Images stay out. Everything else in the records is repeated exactly.

Given records:
- - -

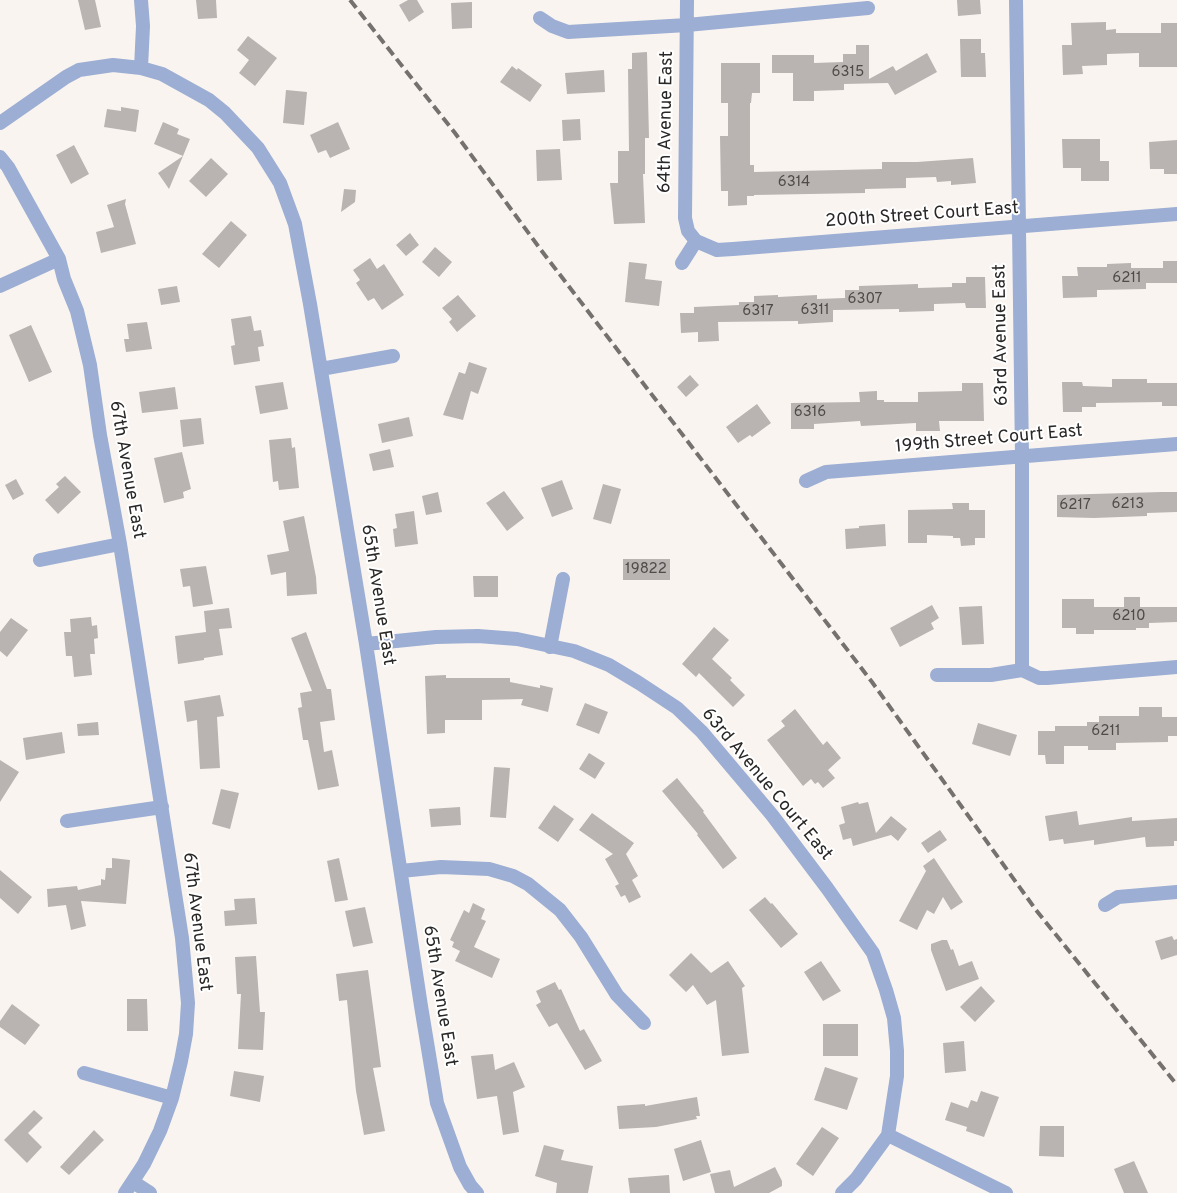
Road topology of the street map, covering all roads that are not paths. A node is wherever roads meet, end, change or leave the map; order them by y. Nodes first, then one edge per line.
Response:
1 (141, 0) edge
2 (687, 0) edge
3 (1016, 0) edge
4 (868, 8) dead end
5 (540, 18) dead end
6 (687, 25) junction
7 (141, 68) junction
8 (0, 123) edge
9 (0, 157) edge
10 (1177, 214) edge
11 (1019, 227) junction
12 (696, 241) junction
13 (59, 258) junction
14 (682, 263) dead end
15 (0, 286) edge
16 (393, 356) dead end
17 (321, 369) junction
18 (1177, 444) edge
19 (1022, 457) junction
20 (806, 481) dead end
21 (120, 544) junction
22 (40, 560) dead end
23 (563, 578) dead end
24 (366, 644) junction
25 (550, 647) junction
26 (1177, 667) edge
27 (1022, 670) junction
28 (938, 675) dead end
29 (162, 808) junction
30 (67, 821) dead end
31 (401, 871) junction
32 (1177, 892) edge
33 (1105, 905) dead end
34 (644, 1023) dead end
35 (84, 1073) dead end
36 (172, 1098) junction
37 (888, 1135) junction
38 (129, 1187) edge
39 (150, 1193) edge
40 (477, 1193) edge
41 (842, 1193) edge
42 (1006, 1193) edge

1 - 7 street
2 - 6 street, 64th Avenue East
3 - 11 street, 63rd Avenue East
4 - 6 street
5 - 6 street
6 - 12 street, 64th Avenue East
7 - 8 street, 65th Avenue East
7 - 17 street, 65th Avenue East
9 - 13 street, 67th Avenue East
10 - 11 street, 200th Street Court East
11 - 12 street, 200th Street Court East
11 - 19 street, 63rd Avenue East
12 - 14 street
13 - 15 street
13 - 21 street, 67th Avenue East
16 - 17 street
17 - 24 street, 65th Avenue East
18 - 19 street, 199th Street Court East
19 - 20 street, 199th Street Court East
19 - 27 street, 63rd Avenue East
21 - 22 street
21 - 29 street, 67th Avenue East
23 - 25 street
24 - 25 street, 63rd Avenue Court East
24 - 31 street, 65th Avenue East
25 - 37 street, 63rd Avenue Court East
26 - 27 street
27 - 28 street
29 - 30 street
29 - 36 street, 67th Avenue East
31 - 34 street
31 - 40 street, 65th Avenue East
32 - 33 street
35 - 36 street
36 - 38 street, 67th Avenue East
37 - 41 street
37 - 42 street
38 - 39 street

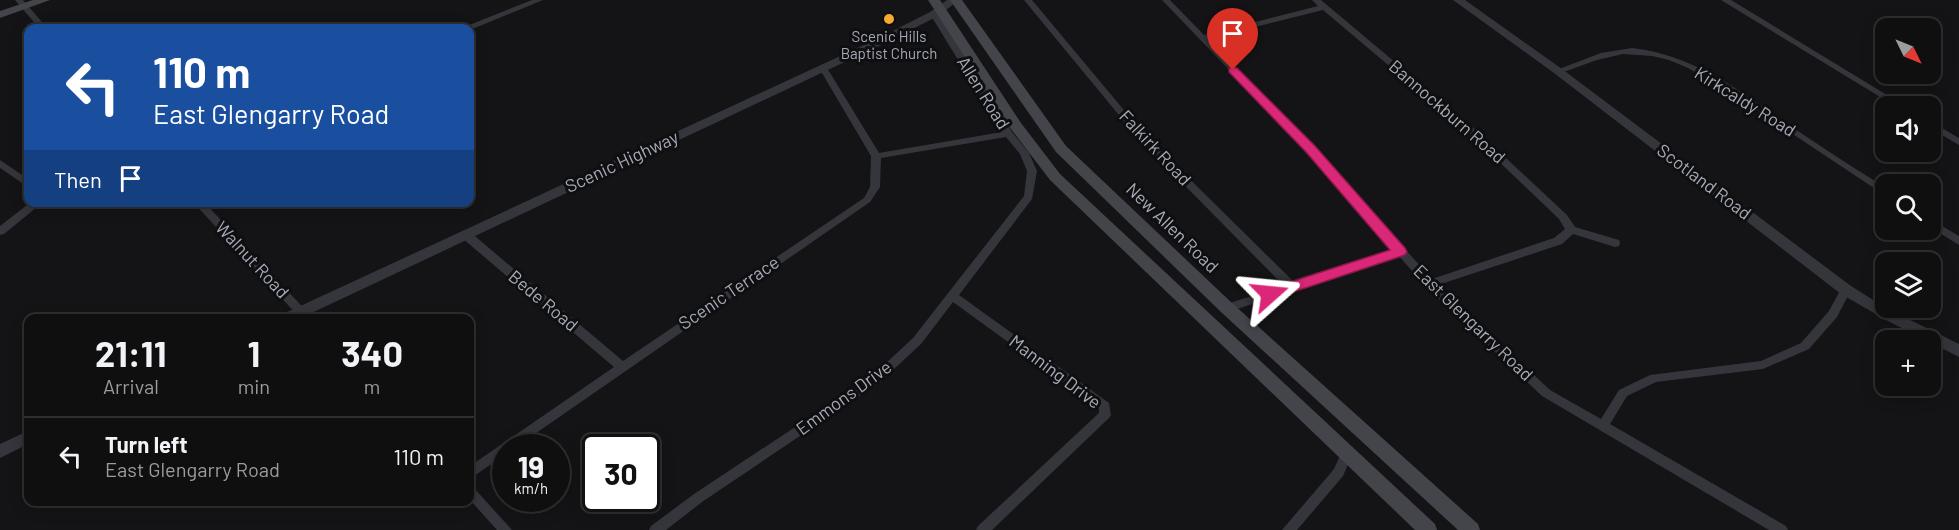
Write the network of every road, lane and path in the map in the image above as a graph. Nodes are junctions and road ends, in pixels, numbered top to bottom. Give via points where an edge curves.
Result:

- - -

Exercise output:
Road topology of the street map, covering all roads that are not paths. A node is wherever roads meet, end, change or leave the map; order them by y. Nodes first, then one edge per line.
Response:
1 (141, 0) edge
2 (687, 0) edge
3 (1016, 0) edge
4 (868, 8) dead end
5 (540, 18) dead end
6 (687, 25) junction
7 (141, 68) junction
8 (0, 123) edge
9 (0, 157) edge
10 (1177, 214) edge
11 (1019, 227) junction
12 (696, 241) junction
13 (59, 258) junction
14 (682, 263) dead end
15 (0, 286) edge
16 (393, 356) dead end
17 (321, 369) junction
18 (1177, 444) edge
19 (1022, 457) junction
20 (806, 481) dead end
21 (120, 544) junction
22 (40, 560) dead end
23 (563, 578) dead end
24 (366, 644) junction
25 (550, 647) junction
26 (1177, 667) edge
27 (1022, 670) junction
28 (938, 675) dead end
29 (162, 808) junction
30 (67, 821) dead end
31 (401, 871) junction
32 (1177, 892) edge
33 (1105, 905) dead end
34 (644, 1023) dead end
35 (84, 1073) dead end
36 (172, 1098) junction
37 (888, 1135) junction
38 (129, 1187) edge
39 (150, 1193) edge
40 (477, 1193) edge
41 (842, 1193) edge
42 (1006, 1193) edge

1 - 7 street
2 - 6 street, 64th Avenue East
3 - 11 street, 63rd Avenue East
4 - 6 street
5 - 6 street
6 - 12 street, 64th Avenue East
7 - 8 street, 65th Avenue East
7 - 17 street, 65th Avenue East
9 - 13 street, 67th Avenue East
10 - 11 street, 200th Street Court East
11 - 12 street, 200th Street Court East
11 - 19 street, 63rd Avenue East
12 - 14 street
13 - 15 street
13 - 21 street, 67th Avenue East
16 - 17 street
17 - 24 street, 65th Avenue East
18 - 19 street, 199th Street Court East
19 - 20 street, 199th Street Court East
19 - 27 street, 63rd Avenue East
21 - 22 street
21 - 29 street, 67th Avenue East
23 - 25 street
24 - 25 street, 63rd Avenue Court East
24 - 31 street, 65th Avenue East
25 - 37 street, 63rd Avenue Court East
26 - 27 street
27 - 28 street
29 - 30 street
29 - 36 street, 67th Avenue East
31 - 34 street
31 - 40 street, 65th Avenue East
32 - 33 street
35 - 36 street
36 - 38 street, 67th Avenue East
37 - 41 street
37 - 42 street
38 - 39 street

Write the network of every road, lane and path in the map in the image above as a graph. Nodes are junctions and road ends, in pixels, numbered top to bottom. Give via points where an edge curves.
Result:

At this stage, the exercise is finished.